>>>
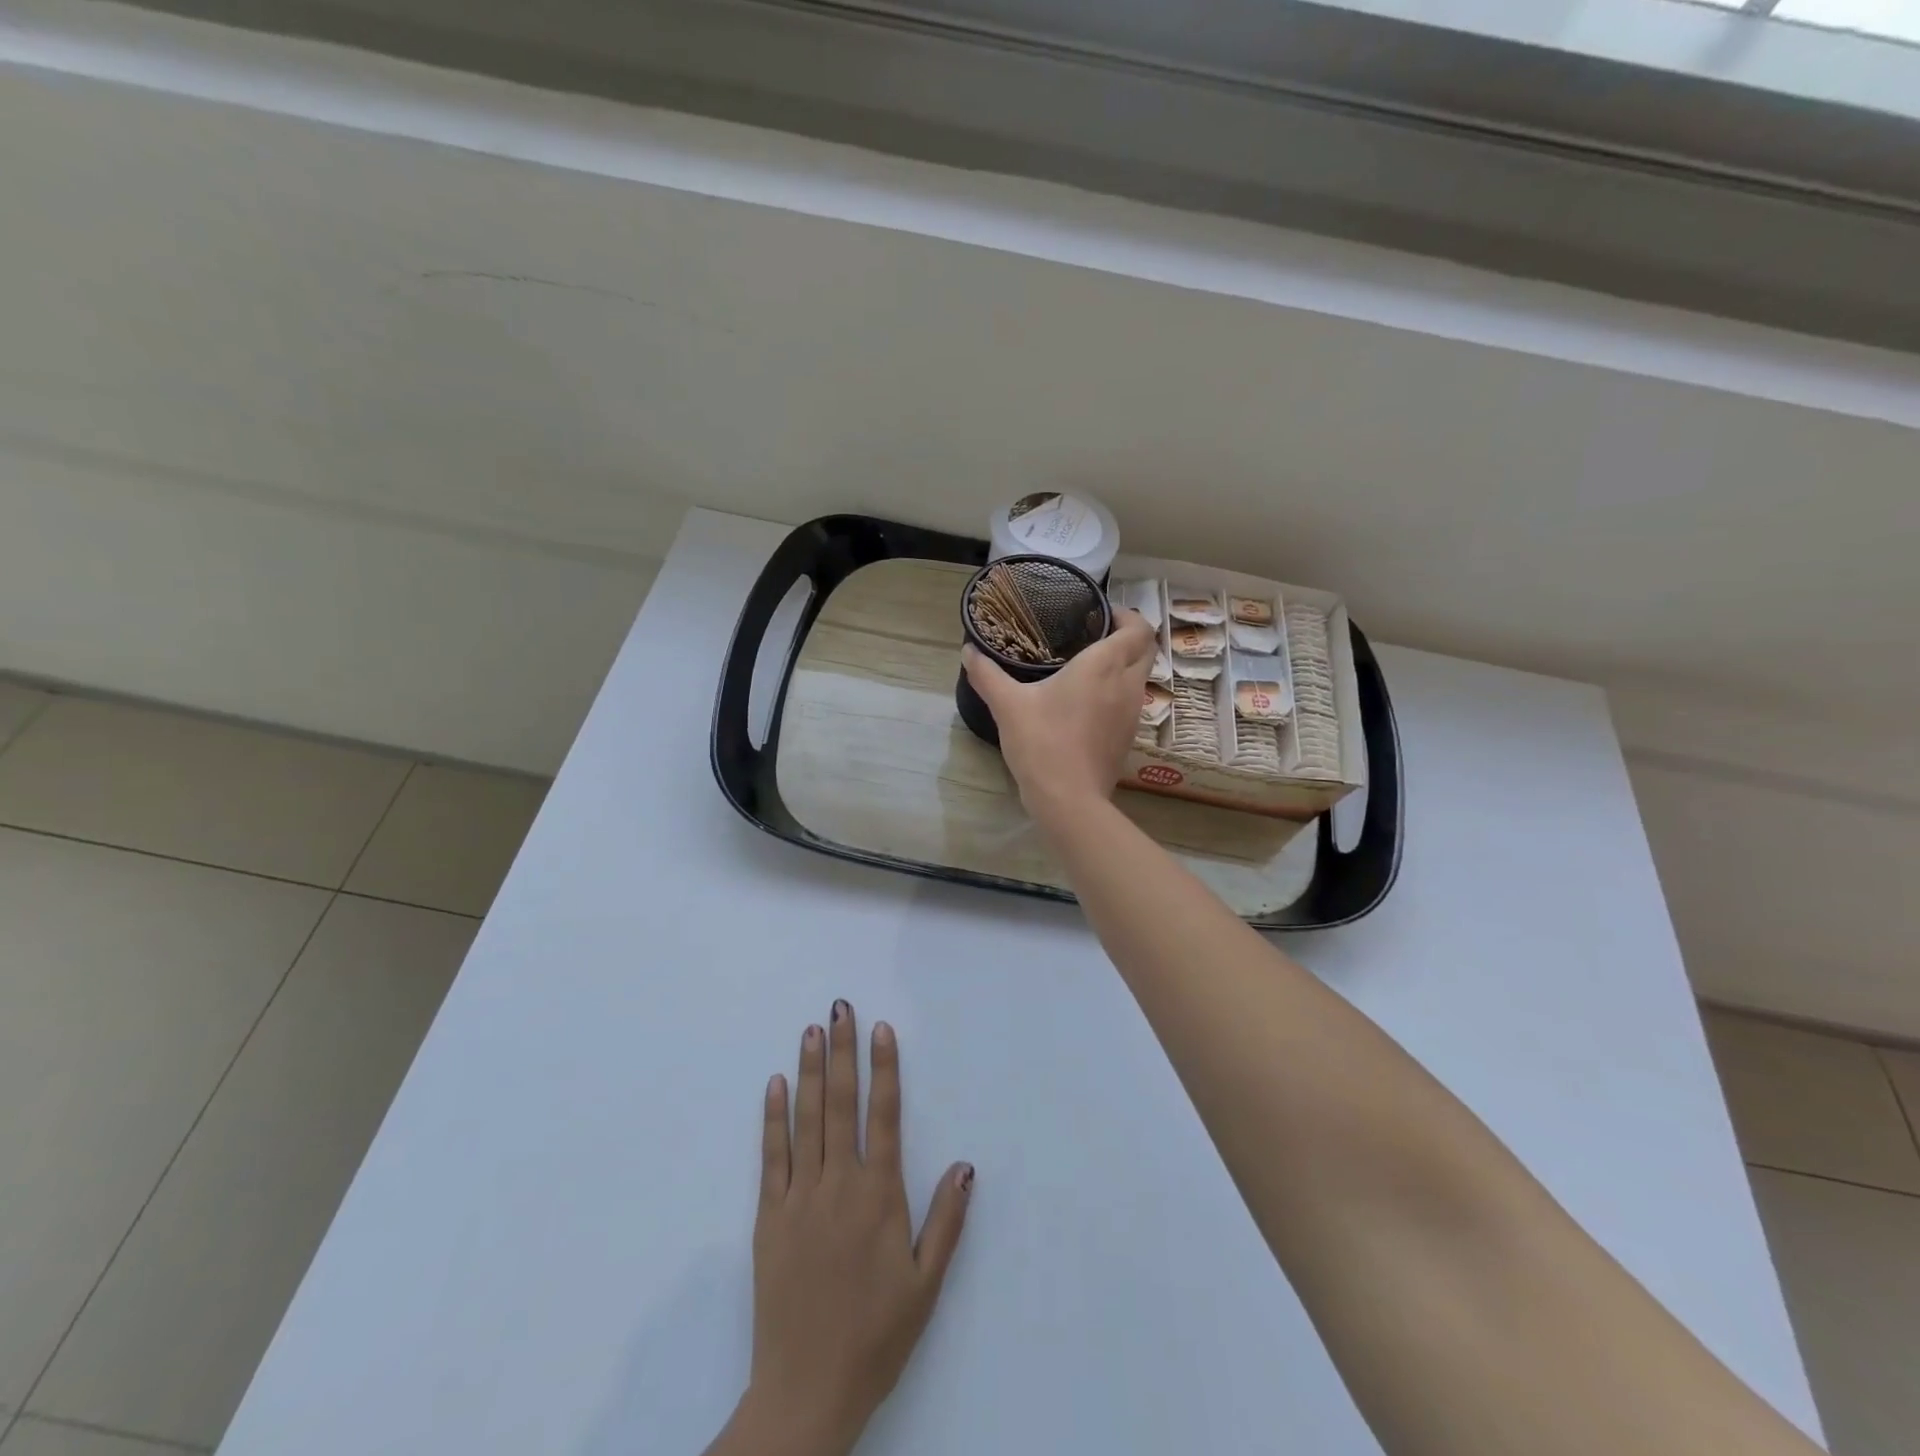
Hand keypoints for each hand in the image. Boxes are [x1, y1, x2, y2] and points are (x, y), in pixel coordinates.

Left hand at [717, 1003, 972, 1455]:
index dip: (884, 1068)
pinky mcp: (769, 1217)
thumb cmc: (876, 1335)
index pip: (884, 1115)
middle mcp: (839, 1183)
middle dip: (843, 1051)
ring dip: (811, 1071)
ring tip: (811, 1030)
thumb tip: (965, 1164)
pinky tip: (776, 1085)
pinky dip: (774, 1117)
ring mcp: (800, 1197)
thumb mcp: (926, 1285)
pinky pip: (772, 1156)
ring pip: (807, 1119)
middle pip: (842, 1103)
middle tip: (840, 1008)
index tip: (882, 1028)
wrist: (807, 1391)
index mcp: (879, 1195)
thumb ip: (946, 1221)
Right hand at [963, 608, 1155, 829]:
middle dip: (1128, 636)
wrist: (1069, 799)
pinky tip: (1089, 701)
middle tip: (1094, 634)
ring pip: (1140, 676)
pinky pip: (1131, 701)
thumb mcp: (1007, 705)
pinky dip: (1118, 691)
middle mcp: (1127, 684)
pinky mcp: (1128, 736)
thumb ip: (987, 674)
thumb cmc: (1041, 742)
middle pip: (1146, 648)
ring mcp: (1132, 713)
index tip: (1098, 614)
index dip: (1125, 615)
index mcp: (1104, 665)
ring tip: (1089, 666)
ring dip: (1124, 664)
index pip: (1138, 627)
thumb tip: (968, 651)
<<<
>>>
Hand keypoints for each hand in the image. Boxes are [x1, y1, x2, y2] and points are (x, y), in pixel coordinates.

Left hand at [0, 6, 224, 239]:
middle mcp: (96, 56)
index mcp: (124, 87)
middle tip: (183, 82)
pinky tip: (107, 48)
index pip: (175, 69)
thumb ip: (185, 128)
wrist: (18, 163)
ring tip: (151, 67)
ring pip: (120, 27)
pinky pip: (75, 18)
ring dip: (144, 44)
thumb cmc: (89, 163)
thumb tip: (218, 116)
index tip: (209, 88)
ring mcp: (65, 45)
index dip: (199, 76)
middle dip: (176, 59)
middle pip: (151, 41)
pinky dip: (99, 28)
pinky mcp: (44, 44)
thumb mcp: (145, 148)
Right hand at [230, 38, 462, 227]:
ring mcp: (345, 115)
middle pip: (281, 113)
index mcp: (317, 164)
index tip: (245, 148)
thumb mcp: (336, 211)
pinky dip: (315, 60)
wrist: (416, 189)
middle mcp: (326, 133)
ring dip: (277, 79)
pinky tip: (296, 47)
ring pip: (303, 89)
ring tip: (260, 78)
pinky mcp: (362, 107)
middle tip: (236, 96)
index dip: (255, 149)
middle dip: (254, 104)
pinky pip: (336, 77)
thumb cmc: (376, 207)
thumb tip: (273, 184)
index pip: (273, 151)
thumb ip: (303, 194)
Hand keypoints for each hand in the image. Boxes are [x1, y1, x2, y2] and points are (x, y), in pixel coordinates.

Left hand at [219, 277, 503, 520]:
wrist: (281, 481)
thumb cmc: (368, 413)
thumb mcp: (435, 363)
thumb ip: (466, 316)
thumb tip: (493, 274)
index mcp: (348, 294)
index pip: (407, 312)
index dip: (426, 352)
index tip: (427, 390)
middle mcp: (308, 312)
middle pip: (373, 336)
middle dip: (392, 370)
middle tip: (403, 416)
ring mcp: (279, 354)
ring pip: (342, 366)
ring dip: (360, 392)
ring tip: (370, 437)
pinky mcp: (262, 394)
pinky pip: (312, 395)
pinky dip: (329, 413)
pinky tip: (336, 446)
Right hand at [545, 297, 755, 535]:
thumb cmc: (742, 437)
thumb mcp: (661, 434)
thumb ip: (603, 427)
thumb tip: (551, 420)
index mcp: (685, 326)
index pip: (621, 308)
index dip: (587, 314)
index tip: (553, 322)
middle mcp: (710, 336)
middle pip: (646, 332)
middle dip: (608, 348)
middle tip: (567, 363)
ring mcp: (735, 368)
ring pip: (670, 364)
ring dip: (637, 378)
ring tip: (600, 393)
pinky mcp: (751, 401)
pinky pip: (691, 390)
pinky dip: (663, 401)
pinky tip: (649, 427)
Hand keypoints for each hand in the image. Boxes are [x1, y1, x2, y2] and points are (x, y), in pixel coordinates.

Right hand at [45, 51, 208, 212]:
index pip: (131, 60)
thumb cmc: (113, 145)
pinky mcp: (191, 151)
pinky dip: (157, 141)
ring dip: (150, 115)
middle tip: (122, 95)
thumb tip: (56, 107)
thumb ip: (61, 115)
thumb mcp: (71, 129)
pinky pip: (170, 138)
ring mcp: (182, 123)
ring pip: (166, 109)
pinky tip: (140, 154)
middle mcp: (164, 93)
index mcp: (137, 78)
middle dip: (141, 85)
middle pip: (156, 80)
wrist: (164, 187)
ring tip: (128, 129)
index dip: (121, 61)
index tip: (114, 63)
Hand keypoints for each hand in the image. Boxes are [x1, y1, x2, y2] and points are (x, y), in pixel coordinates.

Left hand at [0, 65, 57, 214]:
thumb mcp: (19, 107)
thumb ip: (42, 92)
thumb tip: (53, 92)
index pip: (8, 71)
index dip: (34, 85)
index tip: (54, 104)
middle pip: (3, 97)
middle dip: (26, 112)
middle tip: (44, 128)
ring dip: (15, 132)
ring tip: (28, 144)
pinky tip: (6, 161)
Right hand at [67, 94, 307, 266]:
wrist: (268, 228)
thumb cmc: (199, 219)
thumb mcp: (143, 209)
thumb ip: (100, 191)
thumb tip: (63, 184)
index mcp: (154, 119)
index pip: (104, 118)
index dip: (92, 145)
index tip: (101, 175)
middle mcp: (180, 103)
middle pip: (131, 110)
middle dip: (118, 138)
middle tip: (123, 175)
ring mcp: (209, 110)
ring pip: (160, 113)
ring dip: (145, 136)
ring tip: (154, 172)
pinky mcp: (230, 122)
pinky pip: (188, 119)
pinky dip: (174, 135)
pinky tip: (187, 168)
<<<
>>>
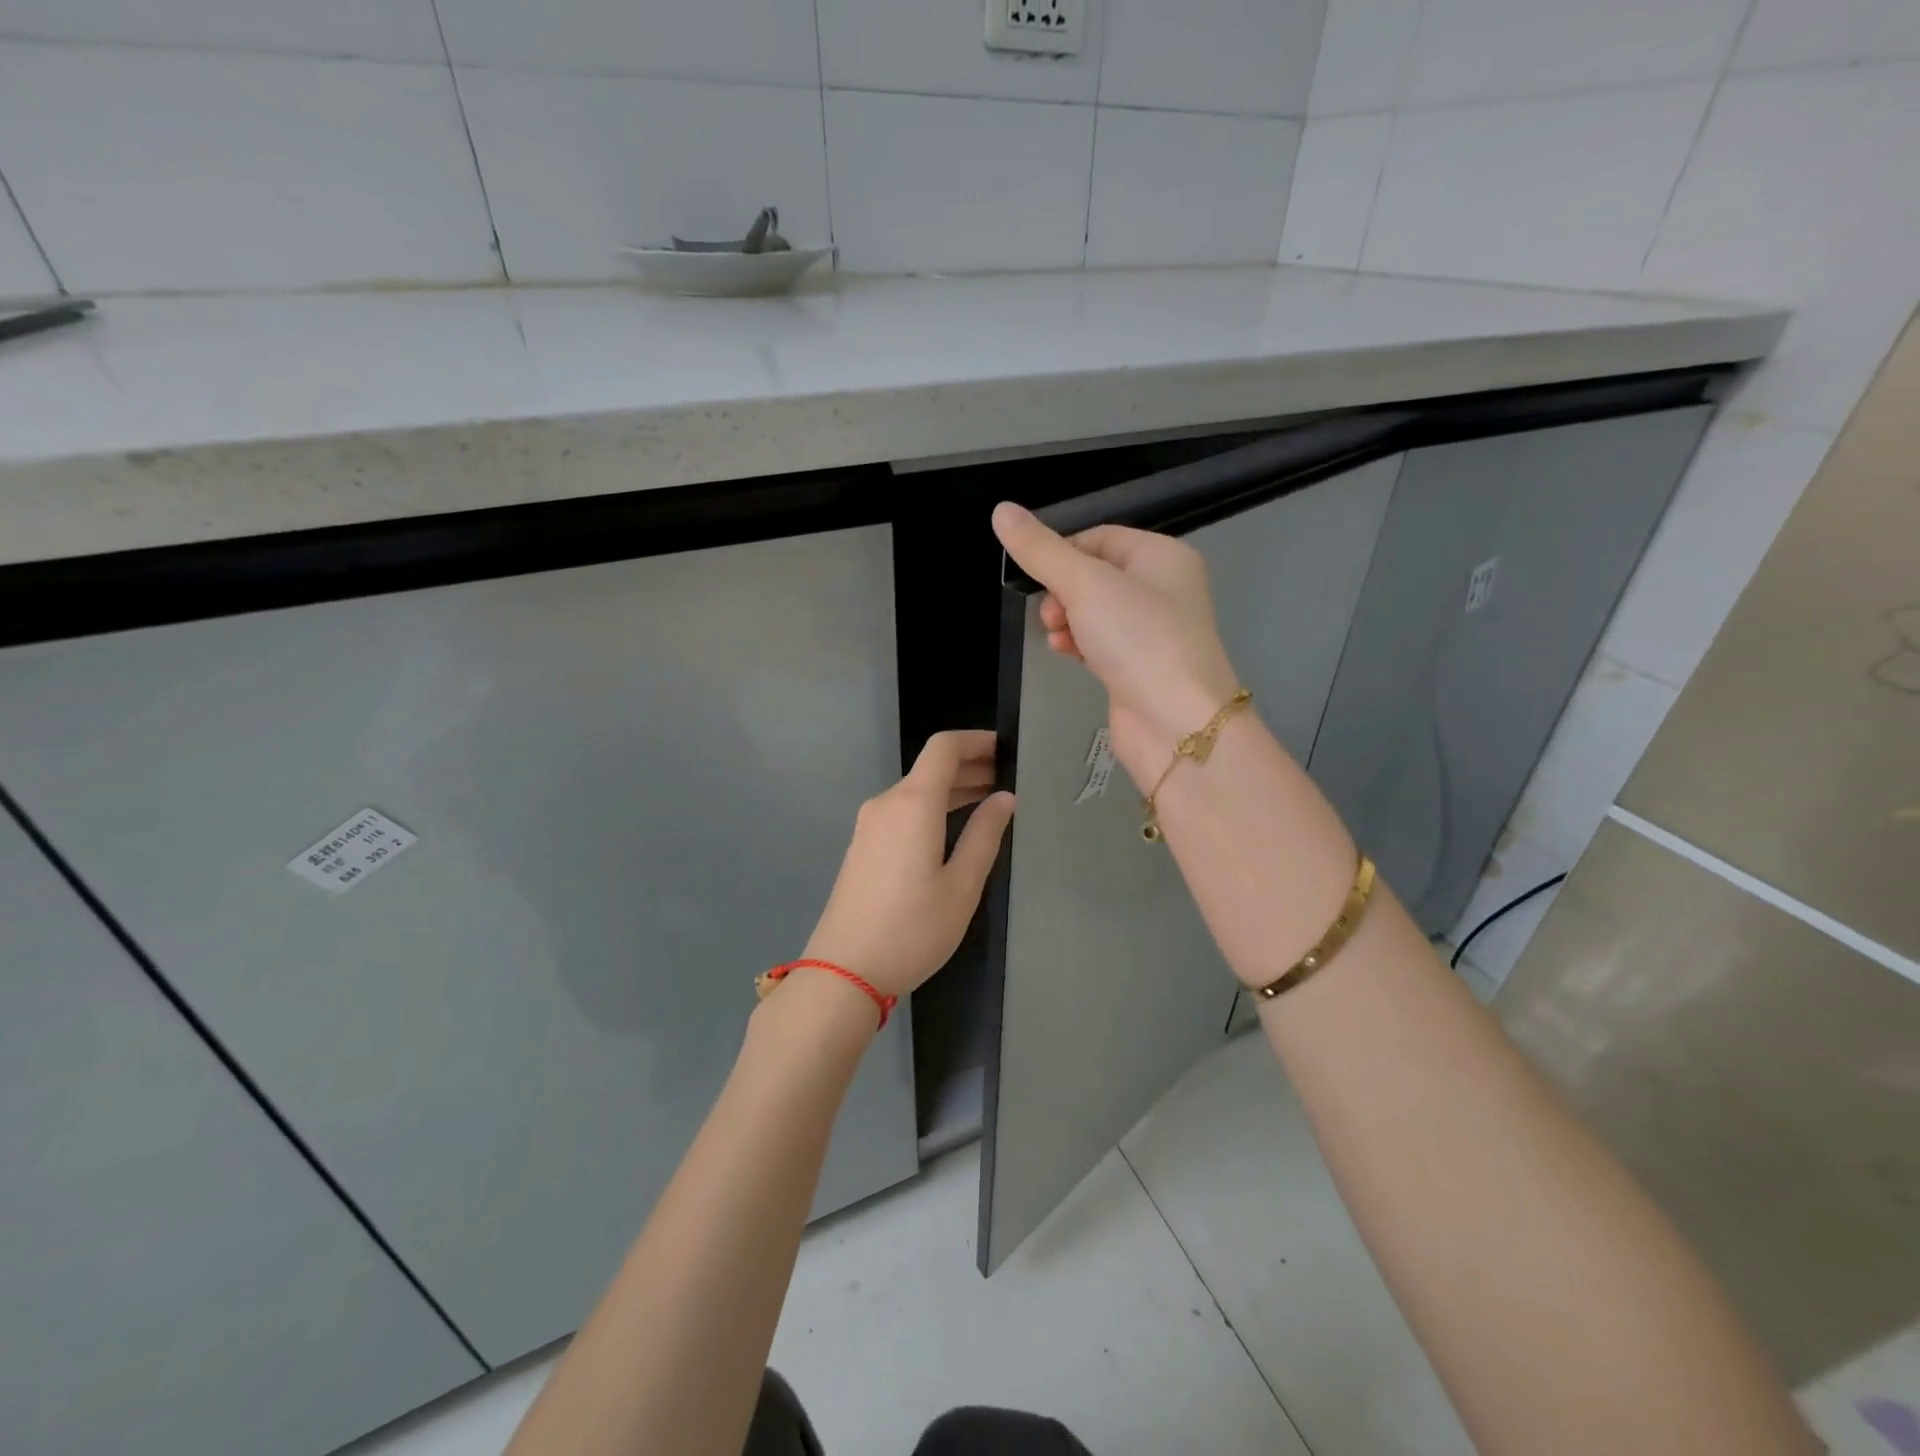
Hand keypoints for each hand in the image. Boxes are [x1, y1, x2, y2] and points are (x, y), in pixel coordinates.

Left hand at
<<<
**DIRECTIONS FOR THIS TASK**
Go through the entries and filter for lines holding the word "Left"; copy each match.

**RESPONSE**
Left hand at [717, 1003, 972, 1455]:
Left hand at [0, 6, 224, 239]:
Left hand at [219, 277, 503, 520]:
Left hand at [0, 65, 57, 214]:
Left hand at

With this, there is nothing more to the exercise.